**Problem:** Records follow. Copy every line with "dead".

Collected data

>>>>

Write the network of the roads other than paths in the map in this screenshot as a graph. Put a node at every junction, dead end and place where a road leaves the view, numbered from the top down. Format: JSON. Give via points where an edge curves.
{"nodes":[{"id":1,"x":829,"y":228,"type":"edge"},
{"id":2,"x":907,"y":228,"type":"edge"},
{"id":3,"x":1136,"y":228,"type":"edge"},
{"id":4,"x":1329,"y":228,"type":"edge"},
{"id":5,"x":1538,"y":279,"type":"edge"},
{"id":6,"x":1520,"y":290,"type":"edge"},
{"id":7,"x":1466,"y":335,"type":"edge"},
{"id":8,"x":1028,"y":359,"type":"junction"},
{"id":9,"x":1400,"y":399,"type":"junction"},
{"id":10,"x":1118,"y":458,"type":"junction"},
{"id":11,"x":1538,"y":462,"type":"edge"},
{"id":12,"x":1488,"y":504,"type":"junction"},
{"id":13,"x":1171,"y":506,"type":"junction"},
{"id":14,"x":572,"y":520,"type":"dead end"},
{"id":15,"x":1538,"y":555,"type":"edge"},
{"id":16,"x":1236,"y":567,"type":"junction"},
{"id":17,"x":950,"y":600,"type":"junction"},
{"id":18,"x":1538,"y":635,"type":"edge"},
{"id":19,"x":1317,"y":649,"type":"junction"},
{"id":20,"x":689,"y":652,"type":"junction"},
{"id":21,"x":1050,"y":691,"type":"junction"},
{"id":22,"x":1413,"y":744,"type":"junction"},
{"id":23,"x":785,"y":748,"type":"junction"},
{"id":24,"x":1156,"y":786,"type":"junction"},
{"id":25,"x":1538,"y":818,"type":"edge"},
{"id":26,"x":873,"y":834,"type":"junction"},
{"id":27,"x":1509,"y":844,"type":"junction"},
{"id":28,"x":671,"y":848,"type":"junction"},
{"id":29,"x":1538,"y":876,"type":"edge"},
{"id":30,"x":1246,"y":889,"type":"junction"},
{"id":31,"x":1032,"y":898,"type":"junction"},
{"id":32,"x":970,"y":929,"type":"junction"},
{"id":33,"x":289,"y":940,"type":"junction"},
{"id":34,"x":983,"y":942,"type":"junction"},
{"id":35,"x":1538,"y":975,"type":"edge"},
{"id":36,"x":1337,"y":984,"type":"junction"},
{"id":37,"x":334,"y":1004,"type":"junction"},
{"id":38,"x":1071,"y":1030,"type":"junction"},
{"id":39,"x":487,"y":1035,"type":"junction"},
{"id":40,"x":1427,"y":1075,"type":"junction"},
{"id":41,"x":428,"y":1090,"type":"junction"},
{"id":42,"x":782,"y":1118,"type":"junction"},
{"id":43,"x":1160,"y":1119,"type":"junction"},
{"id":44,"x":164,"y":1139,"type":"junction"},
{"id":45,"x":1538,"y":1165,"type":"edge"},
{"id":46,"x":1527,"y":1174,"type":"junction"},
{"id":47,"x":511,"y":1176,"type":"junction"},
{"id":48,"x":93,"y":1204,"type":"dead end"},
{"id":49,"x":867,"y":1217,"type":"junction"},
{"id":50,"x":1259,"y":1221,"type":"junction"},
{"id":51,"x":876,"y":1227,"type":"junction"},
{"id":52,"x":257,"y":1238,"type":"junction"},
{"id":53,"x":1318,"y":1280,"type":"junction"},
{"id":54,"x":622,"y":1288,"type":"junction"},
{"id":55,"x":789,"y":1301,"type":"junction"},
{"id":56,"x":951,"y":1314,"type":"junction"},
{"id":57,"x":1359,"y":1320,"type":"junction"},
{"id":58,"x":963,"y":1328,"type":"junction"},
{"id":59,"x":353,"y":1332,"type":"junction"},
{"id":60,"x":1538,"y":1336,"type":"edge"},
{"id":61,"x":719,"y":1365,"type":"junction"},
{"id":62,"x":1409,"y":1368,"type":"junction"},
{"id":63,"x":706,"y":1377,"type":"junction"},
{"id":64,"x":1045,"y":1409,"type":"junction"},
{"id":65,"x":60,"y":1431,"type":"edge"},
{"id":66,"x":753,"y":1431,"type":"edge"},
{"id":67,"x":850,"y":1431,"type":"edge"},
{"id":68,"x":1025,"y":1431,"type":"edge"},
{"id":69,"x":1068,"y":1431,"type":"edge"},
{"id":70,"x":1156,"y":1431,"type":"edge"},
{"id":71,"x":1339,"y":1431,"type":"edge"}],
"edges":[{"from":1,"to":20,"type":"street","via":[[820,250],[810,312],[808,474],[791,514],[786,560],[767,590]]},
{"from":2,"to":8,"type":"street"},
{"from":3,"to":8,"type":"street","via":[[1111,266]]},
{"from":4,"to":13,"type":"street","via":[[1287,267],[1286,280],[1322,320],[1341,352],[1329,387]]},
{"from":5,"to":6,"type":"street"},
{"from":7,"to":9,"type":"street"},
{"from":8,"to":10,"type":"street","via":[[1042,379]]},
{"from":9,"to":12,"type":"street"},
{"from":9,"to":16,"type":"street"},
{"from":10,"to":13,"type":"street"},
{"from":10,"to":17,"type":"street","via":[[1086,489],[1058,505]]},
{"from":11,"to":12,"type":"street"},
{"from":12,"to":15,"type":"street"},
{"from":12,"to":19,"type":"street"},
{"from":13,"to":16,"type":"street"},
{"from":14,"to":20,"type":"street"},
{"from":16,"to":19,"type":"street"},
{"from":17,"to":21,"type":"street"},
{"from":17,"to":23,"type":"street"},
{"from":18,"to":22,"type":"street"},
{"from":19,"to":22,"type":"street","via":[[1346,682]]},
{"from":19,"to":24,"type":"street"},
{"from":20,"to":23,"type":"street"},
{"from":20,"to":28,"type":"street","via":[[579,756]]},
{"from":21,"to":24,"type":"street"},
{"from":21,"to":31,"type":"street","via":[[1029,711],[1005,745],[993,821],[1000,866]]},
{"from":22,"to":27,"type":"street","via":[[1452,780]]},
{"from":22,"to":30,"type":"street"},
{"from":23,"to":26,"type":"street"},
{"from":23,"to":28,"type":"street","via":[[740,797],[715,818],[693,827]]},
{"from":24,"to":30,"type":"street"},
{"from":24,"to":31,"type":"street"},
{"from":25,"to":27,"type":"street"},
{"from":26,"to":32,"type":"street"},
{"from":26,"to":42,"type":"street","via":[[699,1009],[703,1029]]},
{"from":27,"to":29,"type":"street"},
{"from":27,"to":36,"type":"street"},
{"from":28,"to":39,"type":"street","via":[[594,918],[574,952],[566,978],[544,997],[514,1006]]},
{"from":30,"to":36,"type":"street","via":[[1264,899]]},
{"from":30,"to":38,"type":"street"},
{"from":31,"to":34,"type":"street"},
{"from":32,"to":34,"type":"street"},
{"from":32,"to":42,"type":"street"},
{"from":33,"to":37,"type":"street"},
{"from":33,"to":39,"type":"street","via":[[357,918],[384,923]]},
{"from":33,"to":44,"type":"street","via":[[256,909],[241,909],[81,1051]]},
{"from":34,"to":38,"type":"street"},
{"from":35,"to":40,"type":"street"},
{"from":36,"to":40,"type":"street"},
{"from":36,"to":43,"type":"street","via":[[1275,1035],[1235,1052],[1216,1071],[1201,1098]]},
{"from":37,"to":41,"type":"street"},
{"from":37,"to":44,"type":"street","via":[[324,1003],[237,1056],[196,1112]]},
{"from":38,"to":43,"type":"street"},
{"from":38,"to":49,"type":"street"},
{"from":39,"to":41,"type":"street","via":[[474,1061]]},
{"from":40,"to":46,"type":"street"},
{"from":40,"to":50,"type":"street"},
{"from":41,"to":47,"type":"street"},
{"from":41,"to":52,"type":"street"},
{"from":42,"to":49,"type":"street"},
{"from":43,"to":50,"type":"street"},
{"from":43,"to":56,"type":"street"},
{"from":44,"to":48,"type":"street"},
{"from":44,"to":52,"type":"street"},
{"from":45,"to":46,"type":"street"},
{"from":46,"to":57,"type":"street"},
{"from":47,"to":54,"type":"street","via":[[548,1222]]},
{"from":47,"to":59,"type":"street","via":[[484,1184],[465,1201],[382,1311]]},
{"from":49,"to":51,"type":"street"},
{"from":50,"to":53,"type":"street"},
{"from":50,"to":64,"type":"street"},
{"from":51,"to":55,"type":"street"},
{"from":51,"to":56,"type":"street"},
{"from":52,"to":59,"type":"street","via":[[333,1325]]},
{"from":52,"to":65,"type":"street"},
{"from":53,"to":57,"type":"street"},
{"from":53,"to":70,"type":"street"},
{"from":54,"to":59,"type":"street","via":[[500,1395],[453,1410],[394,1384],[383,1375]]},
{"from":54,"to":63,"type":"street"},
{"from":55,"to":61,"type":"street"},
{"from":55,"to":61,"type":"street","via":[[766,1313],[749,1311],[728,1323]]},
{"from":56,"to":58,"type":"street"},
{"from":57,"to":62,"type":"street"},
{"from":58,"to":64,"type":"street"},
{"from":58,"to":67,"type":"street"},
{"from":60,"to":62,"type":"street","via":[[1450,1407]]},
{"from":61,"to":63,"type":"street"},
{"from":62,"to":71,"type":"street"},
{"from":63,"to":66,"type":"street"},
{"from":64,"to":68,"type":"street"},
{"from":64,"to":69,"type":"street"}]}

<<<<

**Solution to this task:**
Write the network of the roads other than paths in the map in this screenshot as a graph. Put a node at every junction, dead end and place where a road leaves the view, numbered from the top down. Format: JSON. Give via points where an edge curves.
{"id":14,"x":572,"y":520,"type":"dead end"},
{"id":48,"x":93,"y":1204,"type":"dead end"},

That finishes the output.